Please repeat the records beneath this task exactly as they appear, but skip the images.
** Source data follows **
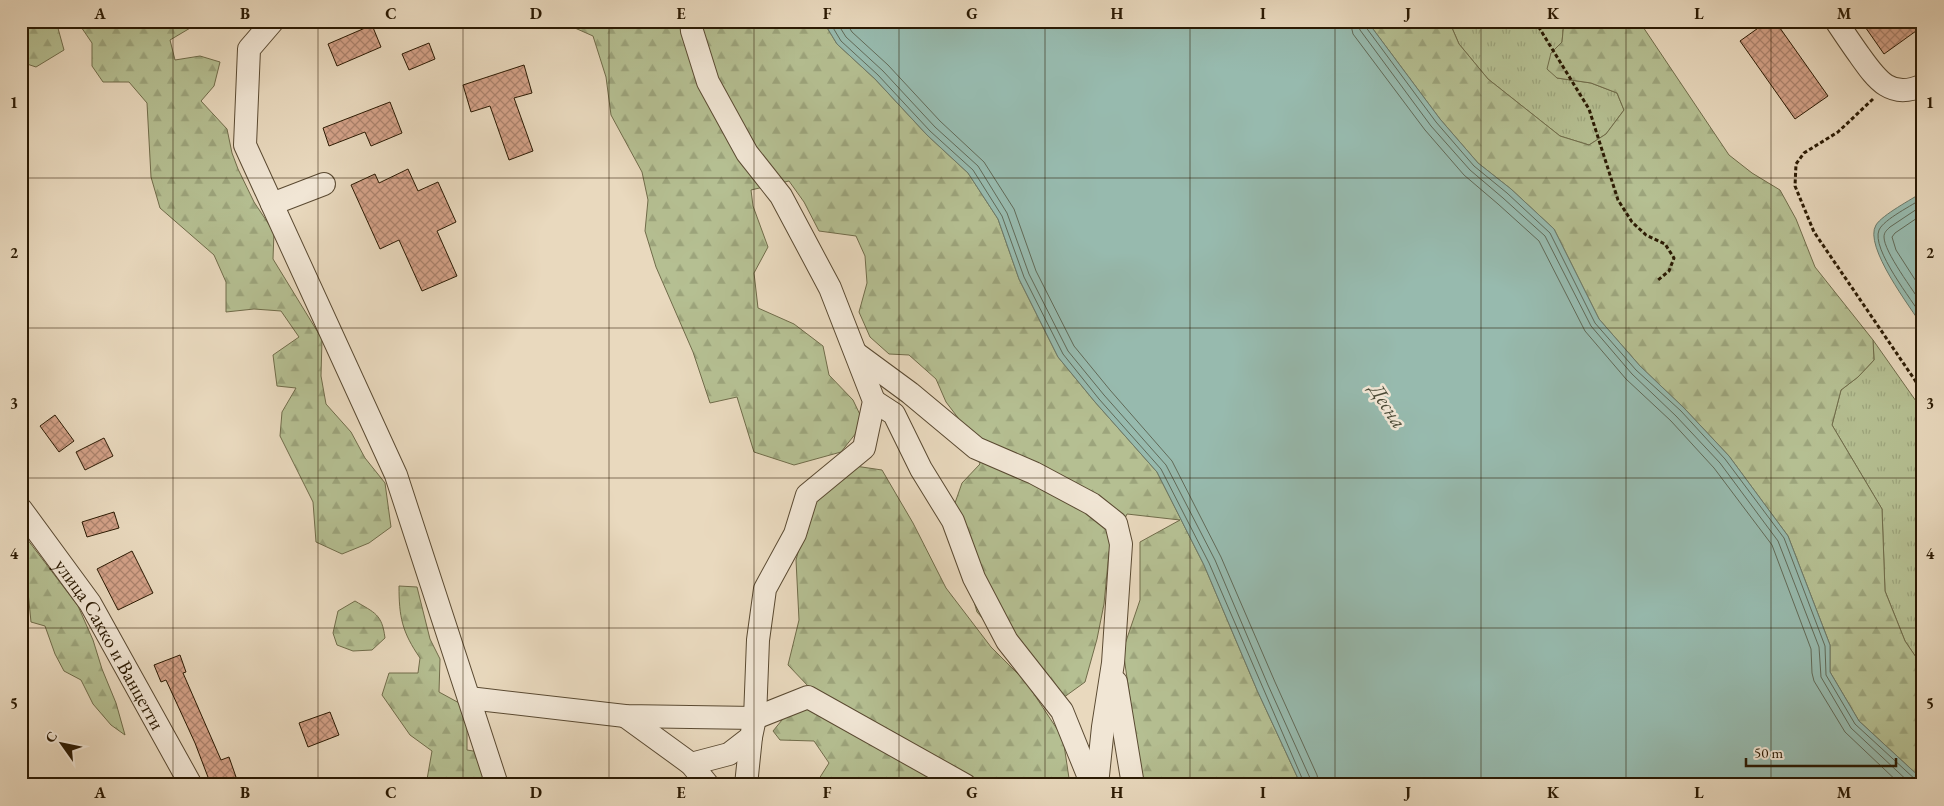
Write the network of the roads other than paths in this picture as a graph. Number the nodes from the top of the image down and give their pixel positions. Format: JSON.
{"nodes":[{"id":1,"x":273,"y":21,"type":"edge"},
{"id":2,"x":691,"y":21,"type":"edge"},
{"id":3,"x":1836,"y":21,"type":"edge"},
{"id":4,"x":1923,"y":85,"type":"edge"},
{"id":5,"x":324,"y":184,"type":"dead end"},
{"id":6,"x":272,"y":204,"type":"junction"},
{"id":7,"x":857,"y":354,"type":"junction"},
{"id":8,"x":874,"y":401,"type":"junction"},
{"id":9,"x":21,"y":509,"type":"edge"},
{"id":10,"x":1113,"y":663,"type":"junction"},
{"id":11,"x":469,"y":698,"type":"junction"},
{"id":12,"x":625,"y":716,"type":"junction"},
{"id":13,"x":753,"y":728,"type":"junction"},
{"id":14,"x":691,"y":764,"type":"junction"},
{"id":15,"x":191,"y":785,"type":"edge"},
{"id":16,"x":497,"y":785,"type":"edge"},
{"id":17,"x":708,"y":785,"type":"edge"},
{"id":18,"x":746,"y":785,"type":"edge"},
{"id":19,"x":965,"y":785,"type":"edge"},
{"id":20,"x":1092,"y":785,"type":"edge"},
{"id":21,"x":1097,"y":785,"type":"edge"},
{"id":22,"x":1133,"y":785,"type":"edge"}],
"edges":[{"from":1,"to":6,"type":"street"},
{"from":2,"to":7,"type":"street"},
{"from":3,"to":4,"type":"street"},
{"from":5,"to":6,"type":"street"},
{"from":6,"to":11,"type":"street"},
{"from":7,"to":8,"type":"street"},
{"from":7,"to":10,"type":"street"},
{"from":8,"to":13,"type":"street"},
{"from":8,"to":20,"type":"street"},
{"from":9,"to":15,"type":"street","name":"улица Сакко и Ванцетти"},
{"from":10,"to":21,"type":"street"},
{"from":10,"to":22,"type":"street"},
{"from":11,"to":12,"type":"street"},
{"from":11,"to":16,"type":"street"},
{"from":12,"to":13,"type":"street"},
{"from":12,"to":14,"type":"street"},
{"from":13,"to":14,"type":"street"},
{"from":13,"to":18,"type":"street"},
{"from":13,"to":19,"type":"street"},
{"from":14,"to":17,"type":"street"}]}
** End of Source data **
§ Reply to the task:
Write the network of the roads other than paths in this picture as a graph. Number the nodes from the top of the image down and give their pixel positions. Format: JSON.
{"nodes":[{"id":1,"x":273,"y":21,"type":"edge"},
{"id":2,"x":691,"y":21,"type":"edge"},
{"id":3,"x":1836,"y":21,"type":"edge"},
{"id":4,"x":1923,"y":85,"type":"edge"},
{"id":5,"x":324,"y":184,"type":"dead end"},
{"id":6,"x":272,"y":204,"type":"junction"},
{"id":7,"x":857,"y":354,"type":"junction"},
{"id":8,"x":874,"y":401,"type":"junction"},
{"id":9,"x":21,"y":509,"type":"edge"},
{"id":10,"x":1113,"y":663,"type":"junction"},
{"id":11,"x":469,"y":698,"type":"junction"},
{"id":12,"x":625,"y":716,"type":"junction"},
{"id":13,"x":753,"y":728,"type":"junction"},
{"id":14,"x":691,"y":764,"type":"junction"},
{"id":15,"x":191,"y":785,"type":"edge"},
{"id":16,"x":497,"y":785,"type":"edge"},
{"id":17,"x":708,"y":785,"type":"edge"},
{"id":18,"x":746,"y":785,"type":"edge"},
{"id":19,"x":965,"y":785,"type":"edge"},
{"id":20,"x":1092,"y":785,"type":"edge"},
{"id":21,"x":1097,"y":785,"type":"edge"},
{"id":22,"x":1133,"y":785,"type":"edge"}],
"edges":[{"from":1,"to":6,"type":"street"},
{"from":2,"to":7,"type":"street"},
{"from":3,"to":4,"type":"street"},
{"from":5,"to":6,"type":"street"},
{"from":6,"to":11,"type":"street"},
{"from":7,"to":8,"type":"street"},
{"from":7,"to":10,"type":"street"},
{"from":8,"to":13,"type":"street"},
{"from":8,"to":20,"type":"street"},
{"from":9,"to":15,"type":"street","name":"улица Сакко и Ванцетти"},
{"from":10,"to":21,"type":"street"},
{"from":10,"to":22,"type":"street"},
{"from":11,"to":12,"type":"street"},
{"from":11,"to":16,"type":"street"},
{"from":12,"to":13,"type":"street"},
{"from":12,"to":14,"type":"street"},
{"from":13,"to":14,"type":"street"},
{"from":13,"to":18,"type":"street"},
{"from":13,"to":19,"type":"street"},
{"from":14,"to":17,"type":"street"}]}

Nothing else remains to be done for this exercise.